# Paradigm Atoms



## v1rtu0s1ty (Dec 10, 2007)

Hey folks,

I've got a 5 year old Paradigm Atoms and there are frequencies that aren't sounding right. Are there any drivers that I can use to replace in my Atoms that I can purchase at PartsExpress?

Thanks!


----------



## brent_s (Feb 26, 2007)

I believe Paradigm manufactures most (all?) their drivers in house so they're not off the shelf or even customized version of stock drivers. Since the crossover is designed specifically for the specific drivers used, it's unlikely that you'll find a drop in replacement from anyone except Paradigm. 

Have you called Paradigm? Five years is their normal warranty period, so depending on where you are exactly in your five years, you could still be under warranty. If you're just over the line, a lot of companies will still cover you under "good will".

Barring that, you could measure the Atoms cabinets for volume, baffle dimensions, tuning frequency?, and try to match the cabinet to a proven DIY design. You'd have to replace drivers and crossover this way, but you'll get better results than just trying to randomly replace the drivers.

-Brent


----------



## jackfish (Dec 27, 2006)

Even if you are out of warranty I'd bet Paradigm will at least make sure you can buy the appropriate drivers from them so you can continue to enjoy your speakers.


----------



## v1rtu0s1ty (Dec 10, 2007)

Found out that I bought it 2005.  I emailed the technical support. Let's see what's going to happen.

Thanks guys for the advice!!!


----------



## Geoff St. Germain (Dec 18, 2006)

Yeah, to echo what's been said it is best to get an actual replacement driver from Paradigm. Since they still make the Atom I can't see it being an issue.


----------



## Bent (May 24, 2006)

count on 1 - 2 days for the response from PTS.


----------



## v1rtu0s1ty (Dec 10, 2007)

Sorry folks, it took me a long time to respond. Been busy with other forums. 

Anyways, I brought my Atoms to one of the authorized dealers. They played some cds. They told me that they weren't hearing anything bad. They told me that I was just overdriving it too much. 

So on my way out, I got attracted to a used floor stander(Polk Audio RTA11T) that they were selling for $299. I played some cds and was shocked with its performance. I bought it. So far I'm happy with it.

So I don't know if their ears are correct that there isn't any issue on my Atoms. It's still with me. Do you have other suggestions that I can try that will really bring out the issue?


----------



## Bent (May 24, 2006)

OTHER FORUMS!
There are no Other Forums!


----------



## v1rtu0s1ty (Dec 10, 2007)

Bent said:


> OTHER FORUMS!
> There are no Other Forums!


What do you mean sir? I don't get it. And why does your font have to be big?


----------



## Bent (May 24, 2006)

My post was meant in jest.
The large font was also.

I hope you weren't offended - as that wasn't my intention. I meant to say, tongue-in-cheek, that this is the only forum you will ever need.


----------



## v1rtu0s1ty (Dec 10, 2007)

Bent said:


> My post was meant in jest.
> The large font was also.
> 
> I hope you weren't offended - as that wasn't my intention. I meant to say, tongue-in-cheek, that this is the only forum you will ever need.

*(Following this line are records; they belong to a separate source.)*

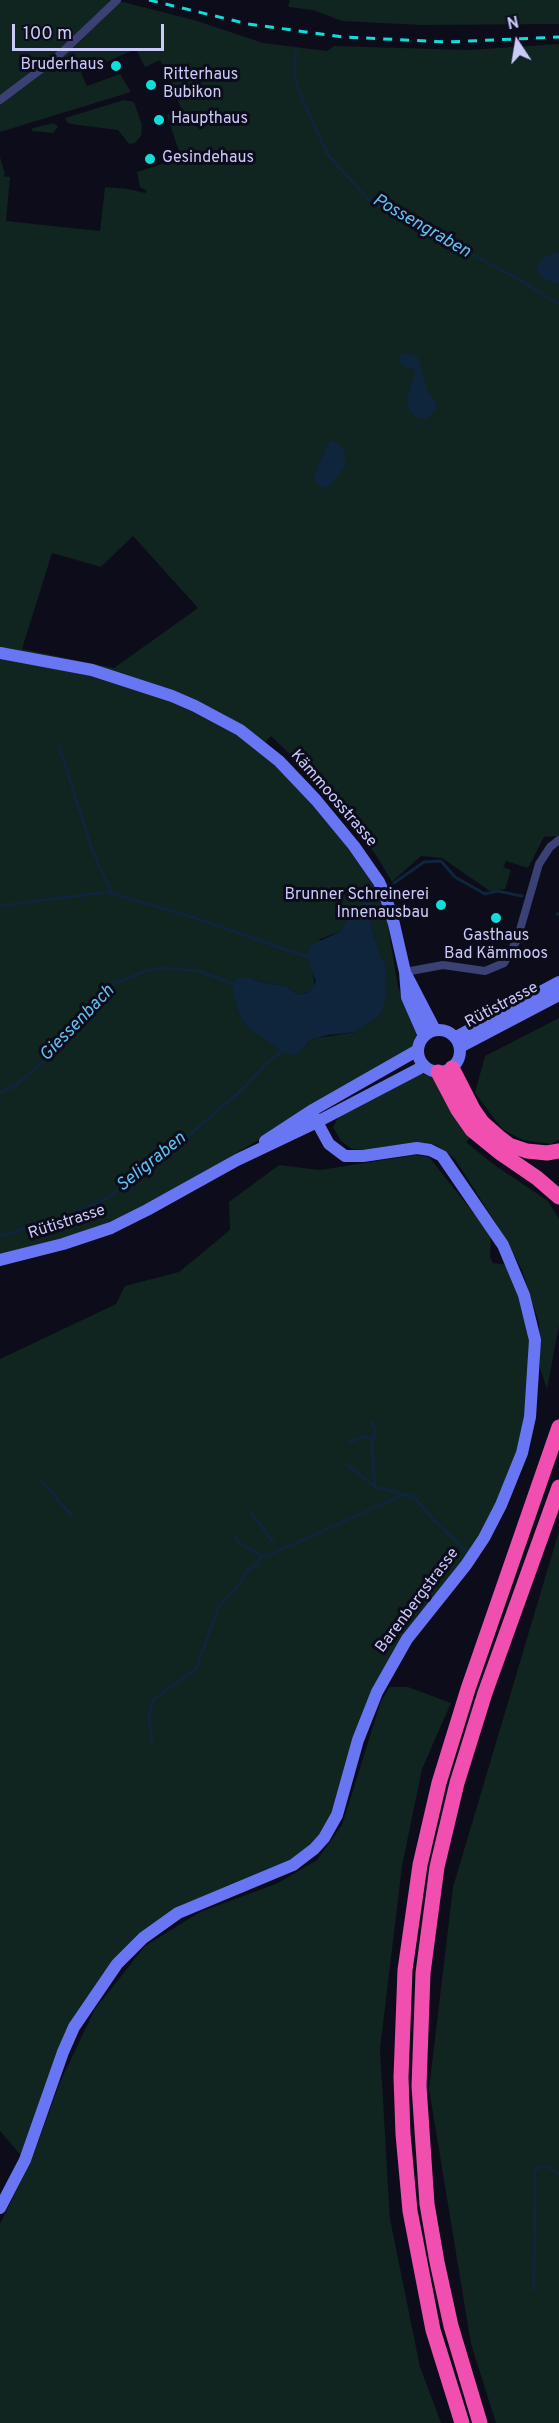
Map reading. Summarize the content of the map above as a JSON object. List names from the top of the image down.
{
  "streets": {
    "street": ["Kämmoosstrasse", "Rütistrasse", "Barenbergstrasse"]
  },
  "crossings": [
    ["Kämmoosstrasse", "Rütistrasse"],
    ["Rütistrasse", "Barenbergstrasse"]
  ],
  "water": ["Possengraben", "Giessenbach", "Seligraben"],
  "places": [
    "Bruderhaus",
    "Ritterhaus Bubikon",
    "Haupthaus",
    "Gesindehaus",
    "Brunner Schreinerei Innenausbau",
    "Gasthaus Bad Kämmoos"
  ],
  "scale_bar": "100 m",
  "north": "top"
}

Got it!  I know HTS is a cool forum. I was even greeted when I first joined.


----------



## DRB (Feb 18, 2008)

The Atoms have long been recommended in the entry level category. (The newest version was recently reviewed in Stereophile, BTW). But those little speakers will only handle so much. I hope the Polks make you happy.

Have you moved the Atoms to surround duty?


----------



## v1rtu0s1ty (Dec 10, 2007)

I'm very happy with RTA 11T. It fills my basement, I mean, not whole but even when I am about 15' away. However, I noticed some harshness on the tweeter. The guys at polk forum told me to upgrade the tweeters to RDO194.

And my Atoms are in the surrounds now. But I don't know if it's good as surround speakers or maybe, I don't have a home theater yet and that's why I don't get WOWed when there is a surround sound scene.


----------